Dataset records
════
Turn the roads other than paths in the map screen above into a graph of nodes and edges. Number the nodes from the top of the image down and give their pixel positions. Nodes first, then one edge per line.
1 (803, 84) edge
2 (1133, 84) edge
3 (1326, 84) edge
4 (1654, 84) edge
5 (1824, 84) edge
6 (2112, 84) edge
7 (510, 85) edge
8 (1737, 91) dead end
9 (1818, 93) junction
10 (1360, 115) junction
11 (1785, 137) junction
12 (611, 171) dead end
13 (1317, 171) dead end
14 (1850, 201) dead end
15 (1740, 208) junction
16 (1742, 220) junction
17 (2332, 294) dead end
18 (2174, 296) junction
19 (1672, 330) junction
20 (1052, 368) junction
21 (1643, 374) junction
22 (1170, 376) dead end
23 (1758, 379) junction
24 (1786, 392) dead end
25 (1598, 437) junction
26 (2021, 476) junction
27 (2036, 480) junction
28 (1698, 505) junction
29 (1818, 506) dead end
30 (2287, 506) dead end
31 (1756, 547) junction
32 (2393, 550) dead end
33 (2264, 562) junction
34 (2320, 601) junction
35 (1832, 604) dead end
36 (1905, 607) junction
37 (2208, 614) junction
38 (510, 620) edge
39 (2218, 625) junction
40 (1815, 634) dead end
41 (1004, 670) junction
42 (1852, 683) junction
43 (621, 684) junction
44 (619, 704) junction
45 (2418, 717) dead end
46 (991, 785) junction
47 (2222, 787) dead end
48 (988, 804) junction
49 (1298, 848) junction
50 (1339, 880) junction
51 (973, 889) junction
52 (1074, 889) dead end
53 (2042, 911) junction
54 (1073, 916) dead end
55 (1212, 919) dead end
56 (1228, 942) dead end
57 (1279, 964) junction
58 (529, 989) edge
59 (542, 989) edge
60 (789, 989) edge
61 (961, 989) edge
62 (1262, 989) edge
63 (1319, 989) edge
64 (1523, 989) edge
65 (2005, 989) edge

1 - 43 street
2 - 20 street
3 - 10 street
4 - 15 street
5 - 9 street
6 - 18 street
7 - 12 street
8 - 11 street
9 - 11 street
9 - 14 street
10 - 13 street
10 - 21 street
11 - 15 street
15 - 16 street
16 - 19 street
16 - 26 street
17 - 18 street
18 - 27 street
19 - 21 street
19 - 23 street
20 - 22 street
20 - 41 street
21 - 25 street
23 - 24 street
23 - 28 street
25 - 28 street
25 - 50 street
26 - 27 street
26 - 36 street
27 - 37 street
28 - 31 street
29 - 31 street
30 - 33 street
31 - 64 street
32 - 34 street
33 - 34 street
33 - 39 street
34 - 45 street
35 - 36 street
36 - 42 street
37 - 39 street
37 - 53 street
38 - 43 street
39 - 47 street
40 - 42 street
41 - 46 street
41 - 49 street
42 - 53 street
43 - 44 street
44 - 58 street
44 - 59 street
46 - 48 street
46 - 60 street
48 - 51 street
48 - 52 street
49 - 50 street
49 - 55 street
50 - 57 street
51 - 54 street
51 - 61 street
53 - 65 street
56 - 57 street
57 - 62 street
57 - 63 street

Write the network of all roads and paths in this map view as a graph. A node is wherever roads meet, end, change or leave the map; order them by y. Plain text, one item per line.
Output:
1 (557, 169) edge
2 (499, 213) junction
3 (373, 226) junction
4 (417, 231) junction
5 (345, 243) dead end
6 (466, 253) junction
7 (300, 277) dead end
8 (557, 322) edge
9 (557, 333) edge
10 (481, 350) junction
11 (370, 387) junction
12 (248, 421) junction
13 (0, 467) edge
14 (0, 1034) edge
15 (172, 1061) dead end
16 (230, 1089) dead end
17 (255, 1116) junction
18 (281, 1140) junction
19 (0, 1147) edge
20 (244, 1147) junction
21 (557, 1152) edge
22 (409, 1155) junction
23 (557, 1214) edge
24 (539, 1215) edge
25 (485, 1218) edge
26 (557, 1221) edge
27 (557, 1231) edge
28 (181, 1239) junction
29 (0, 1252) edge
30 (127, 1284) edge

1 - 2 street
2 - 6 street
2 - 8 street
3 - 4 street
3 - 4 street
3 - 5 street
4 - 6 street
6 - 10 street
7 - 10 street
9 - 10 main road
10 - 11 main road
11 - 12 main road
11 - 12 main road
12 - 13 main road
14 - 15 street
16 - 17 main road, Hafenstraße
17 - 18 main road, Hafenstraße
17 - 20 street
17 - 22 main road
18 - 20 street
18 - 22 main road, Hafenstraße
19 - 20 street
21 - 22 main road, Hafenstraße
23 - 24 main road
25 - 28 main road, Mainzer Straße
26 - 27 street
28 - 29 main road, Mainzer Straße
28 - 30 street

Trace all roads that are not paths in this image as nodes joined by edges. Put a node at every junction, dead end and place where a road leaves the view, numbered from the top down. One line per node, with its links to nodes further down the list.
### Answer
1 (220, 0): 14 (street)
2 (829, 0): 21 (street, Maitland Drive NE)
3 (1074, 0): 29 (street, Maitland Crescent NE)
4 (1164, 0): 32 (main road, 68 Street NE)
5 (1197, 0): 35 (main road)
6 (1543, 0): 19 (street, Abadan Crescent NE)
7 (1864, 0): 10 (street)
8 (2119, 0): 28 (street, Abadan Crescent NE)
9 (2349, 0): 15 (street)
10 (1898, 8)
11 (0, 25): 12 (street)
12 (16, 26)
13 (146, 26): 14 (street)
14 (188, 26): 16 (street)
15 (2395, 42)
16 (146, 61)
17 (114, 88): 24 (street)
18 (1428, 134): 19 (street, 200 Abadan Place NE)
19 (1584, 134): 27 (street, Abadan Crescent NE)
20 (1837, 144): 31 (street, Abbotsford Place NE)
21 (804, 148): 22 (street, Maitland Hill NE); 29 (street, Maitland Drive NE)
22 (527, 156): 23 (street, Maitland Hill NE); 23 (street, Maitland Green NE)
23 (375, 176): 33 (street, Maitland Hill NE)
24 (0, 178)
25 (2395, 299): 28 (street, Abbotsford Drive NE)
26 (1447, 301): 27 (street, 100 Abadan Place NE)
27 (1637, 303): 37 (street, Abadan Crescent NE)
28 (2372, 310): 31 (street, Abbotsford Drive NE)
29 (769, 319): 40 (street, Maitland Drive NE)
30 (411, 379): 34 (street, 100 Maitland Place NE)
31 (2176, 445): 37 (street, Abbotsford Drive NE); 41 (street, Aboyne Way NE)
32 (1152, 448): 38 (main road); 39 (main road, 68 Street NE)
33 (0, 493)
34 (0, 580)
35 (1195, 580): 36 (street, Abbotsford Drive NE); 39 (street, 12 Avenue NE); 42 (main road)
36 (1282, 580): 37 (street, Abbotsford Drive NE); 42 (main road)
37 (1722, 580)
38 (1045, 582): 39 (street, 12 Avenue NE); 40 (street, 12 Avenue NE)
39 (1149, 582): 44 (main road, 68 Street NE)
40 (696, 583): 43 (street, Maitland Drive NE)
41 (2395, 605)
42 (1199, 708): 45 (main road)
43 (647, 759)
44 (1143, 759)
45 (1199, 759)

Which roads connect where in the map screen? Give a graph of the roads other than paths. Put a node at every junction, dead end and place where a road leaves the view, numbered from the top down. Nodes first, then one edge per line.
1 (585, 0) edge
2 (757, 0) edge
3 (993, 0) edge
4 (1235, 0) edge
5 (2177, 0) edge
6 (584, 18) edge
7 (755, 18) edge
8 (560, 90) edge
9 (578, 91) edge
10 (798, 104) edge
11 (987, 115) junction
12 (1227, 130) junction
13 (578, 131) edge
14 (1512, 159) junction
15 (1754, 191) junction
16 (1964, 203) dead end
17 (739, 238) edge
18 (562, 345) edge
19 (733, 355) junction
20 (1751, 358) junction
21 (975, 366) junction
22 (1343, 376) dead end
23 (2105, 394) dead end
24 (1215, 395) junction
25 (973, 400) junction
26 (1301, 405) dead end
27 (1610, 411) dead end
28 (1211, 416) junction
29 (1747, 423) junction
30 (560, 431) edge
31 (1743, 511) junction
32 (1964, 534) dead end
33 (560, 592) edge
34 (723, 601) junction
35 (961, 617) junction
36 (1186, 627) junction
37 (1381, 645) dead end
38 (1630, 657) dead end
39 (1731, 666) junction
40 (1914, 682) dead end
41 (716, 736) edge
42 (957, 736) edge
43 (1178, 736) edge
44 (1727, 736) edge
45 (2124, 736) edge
════
→ **Exercise aim**
Across the entries, work out how many lines hold the word "Hafenstraße". Reply with that number only.

→ **Completed task**
4